YOUR GOAL: Look below for the line containing "cairo_rel_move_to(ctx, letter +"; from there, print each line exactly up to and including the line containing "cairo_arc(ctx, x + r, y + h", and stop.

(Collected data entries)

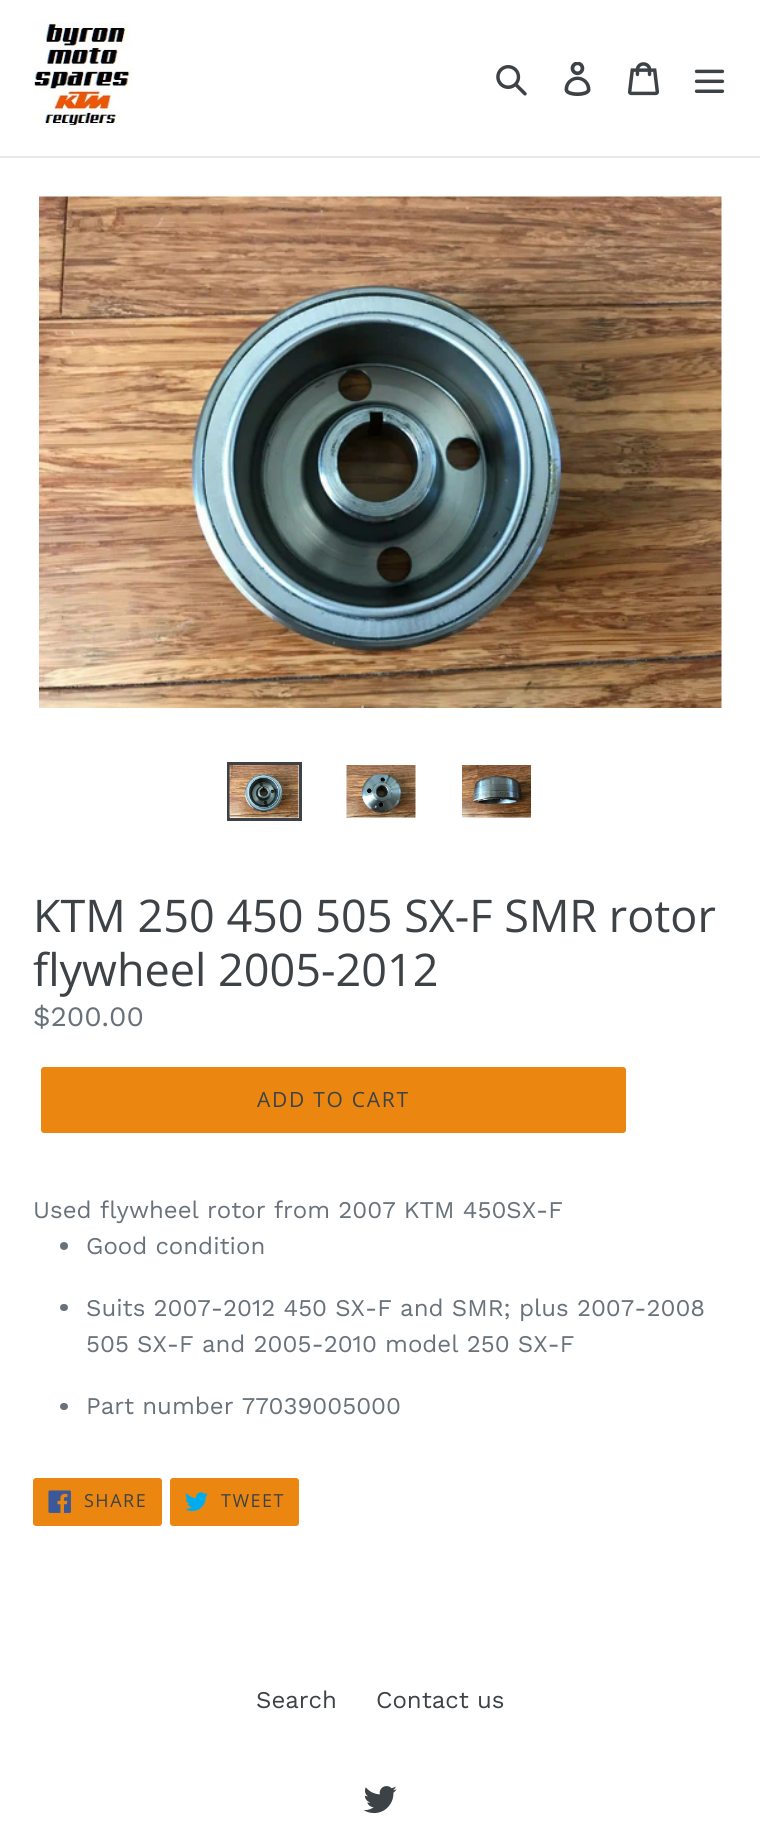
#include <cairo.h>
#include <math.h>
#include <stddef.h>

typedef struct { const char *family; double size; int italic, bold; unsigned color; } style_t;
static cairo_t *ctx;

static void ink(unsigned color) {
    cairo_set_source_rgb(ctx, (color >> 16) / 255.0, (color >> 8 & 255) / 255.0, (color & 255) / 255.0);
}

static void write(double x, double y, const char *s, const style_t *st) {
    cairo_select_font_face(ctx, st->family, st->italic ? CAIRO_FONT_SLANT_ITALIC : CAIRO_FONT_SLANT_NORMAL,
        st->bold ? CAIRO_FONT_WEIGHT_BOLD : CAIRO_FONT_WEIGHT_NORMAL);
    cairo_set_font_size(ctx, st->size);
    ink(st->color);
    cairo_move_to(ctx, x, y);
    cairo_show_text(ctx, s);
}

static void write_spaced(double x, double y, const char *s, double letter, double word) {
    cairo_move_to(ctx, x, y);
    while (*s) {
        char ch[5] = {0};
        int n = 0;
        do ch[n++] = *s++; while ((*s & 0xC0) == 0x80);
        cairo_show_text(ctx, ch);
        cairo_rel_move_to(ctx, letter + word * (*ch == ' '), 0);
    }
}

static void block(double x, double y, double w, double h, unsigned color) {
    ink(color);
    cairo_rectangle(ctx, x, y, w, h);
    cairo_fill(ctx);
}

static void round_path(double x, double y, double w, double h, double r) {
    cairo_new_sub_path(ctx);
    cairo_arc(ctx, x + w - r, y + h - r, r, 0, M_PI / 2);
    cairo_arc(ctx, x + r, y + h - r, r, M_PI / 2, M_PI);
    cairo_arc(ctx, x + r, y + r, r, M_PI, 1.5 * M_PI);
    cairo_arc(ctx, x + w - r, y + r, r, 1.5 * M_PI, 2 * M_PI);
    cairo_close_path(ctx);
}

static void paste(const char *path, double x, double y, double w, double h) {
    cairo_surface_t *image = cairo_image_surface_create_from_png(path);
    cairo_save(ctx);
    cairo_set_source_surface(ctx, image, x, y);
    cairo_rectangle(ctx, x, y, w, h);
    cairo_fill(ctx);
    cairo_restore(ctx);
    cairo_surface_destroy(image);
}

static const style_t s1 = {"Open Sans", 45, 0, 0, 0x3d4246};
static const style_t s2 = {"Work Sans", 28, 0, 0, 0x69727b};
static const style_t s3 = {"Work Sans", 24, 0, 0, 0x69727b};
static const style_t s4 = {"Work Sans", 24, 0, 0, 0x3d4246};

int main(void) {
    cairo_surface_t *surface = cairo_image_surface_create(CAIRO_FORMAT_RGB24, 760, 1841);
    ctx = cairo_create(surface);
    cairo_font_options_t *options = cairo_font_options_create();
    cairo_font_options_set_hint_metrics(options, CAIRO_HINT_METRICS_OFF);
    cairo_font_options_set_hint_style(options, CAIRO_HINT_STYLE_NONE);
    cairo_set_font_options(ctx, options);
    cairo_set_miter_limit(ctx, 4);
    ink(0xffffff);
    cairo_paint(ctx);
    block(0, 156, 760, 2, 0xe8e9eb);
    paste("pic1.png", 33, 22, 99, 103);
    paste("pic2.png", 496, 65, 31, 31);
    paste("pic3.png", 564, 62, 27, 34);
    paste("pic4.png", 628, 62, 31, 34);
    paste("pic5.png", 694, 69, 31, 24);
    paste("pic6.png", 39, 196, 683, 512);
    cairo_rectangle(ctx, 228.5, 763.5, 72, 56);
    ink(0x3d4246);
    cairo_set_line_width(ctx, 3);
    cairo_stroke(ctx);
    paste("pic7.png", 229, 765, 70, 53);
    paste("pic8.png", 346, 765, 70, 53);
    paste("pic9.png", 462, 765, 69, 53);
    write(33, 932, "KTM 250 450 505 SX-F SMR rotor", &s1);
    write(33, 986, "flywheel 2005-2012", &s1);
    write(33, 1026, "$200.00", &s2);
    ink(0xeb8710);
    round_path(41, 1067, 585, 66, 3);
    cairo_fill(ctx);
    cairo_select_font_face(ctx, "Open Sans", CAIRO_FONT_SLANT_NORMAL, CAIRO_FONT_WEIGHT_NORMAL);
    cairo_set_font_size(ctx, 21);
    ink(0x3d4246);
    write_spaced(257, 1107, "ADD TO CART", 1.75, 0);
    write(33, 1218, "Used flywheel rotor from 2007 KTM 450SX-F", &s3);
    cairo_new_path(ctx);
    cairo_arc(ctx, 64, 1246, 4, 0, 2 * M_PI);
    cairo_fill(ctx);
    write(86, 1254, "Good condition", &s3);
    round_path(60, 1304, 8, 7, 3.5);
    cairo_fill(ctx);
    write(86, 1316, "Suits 2007-2012 450 SX-F and SMR; plus 2007-2008", &s3);
    write(86, 1352, "505 SX-F and 2005-2010 model 250 SX-F", &s3);
    round_path(60, 1403, 8, 7, 3.5);
    cairo_fill(ctx);
    write(86, 1414, "Part number 77039005000", &s3);
    ink(0xeb8710);
    round_path(33, 1478, 129, 48, 3);
    cairo_fill(ctx);
    paste("pic10.png", 48, 1490, 23, 23);
    cairo_select_font_face(ctx, "Open Sans", CAIRO_FONT_SLANT_NORMAL, CAIRO_FONT_WEIGHT_NORMAL);
    cairo_set_font_size(ctx, 18);
    ink(0x3d4246);
    write_spaced(84, 1507, "SHARE", 1.5, 0);
    ink(0xeb8710);
    round_path(170, 1478, 129, 48, 3);
    cairo_fill(ctx);
    paste("pic11.png", 185, 1492, 23, 20);
    ink(0x3d4246);
    write_spaced(221, 1507, "TWEET", 1.5, 0);
    write(256, 1708, "Search", &s4);
    write(376, 1708, "Contact us", &s4);
    paste("pic12.png", 363, 1786, 34, 28);
    cairo_surface_write_to_png(surface, "screenshot.png");
    cairo_font_options_destroy(options);
    cairo_destroy(ctx);
    cairo_surface_destroy(surface);
    return 0;
}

ANSWER SPACE:
        cairo_rel_move_to(ctx, letter + word * (*ch == ' '), 0);
    }
}

static void block(double x, double y, double w, double h, unsigned color) {
    ink(color);
    cairo_rectangle(ctx, x, y, w, h);
    cairo_fill(ctx);
}

static void round_path(double x, double y, double w, double h, double r) {
    cairo_new_sub_path(ctx);
    cairo_arc(ctx, x + w - r, y + h - r, r, 0, M_PI / 2);
    cairo_arc(ctx, x + r, y + h - r, r, M_PI / 2, M_PI);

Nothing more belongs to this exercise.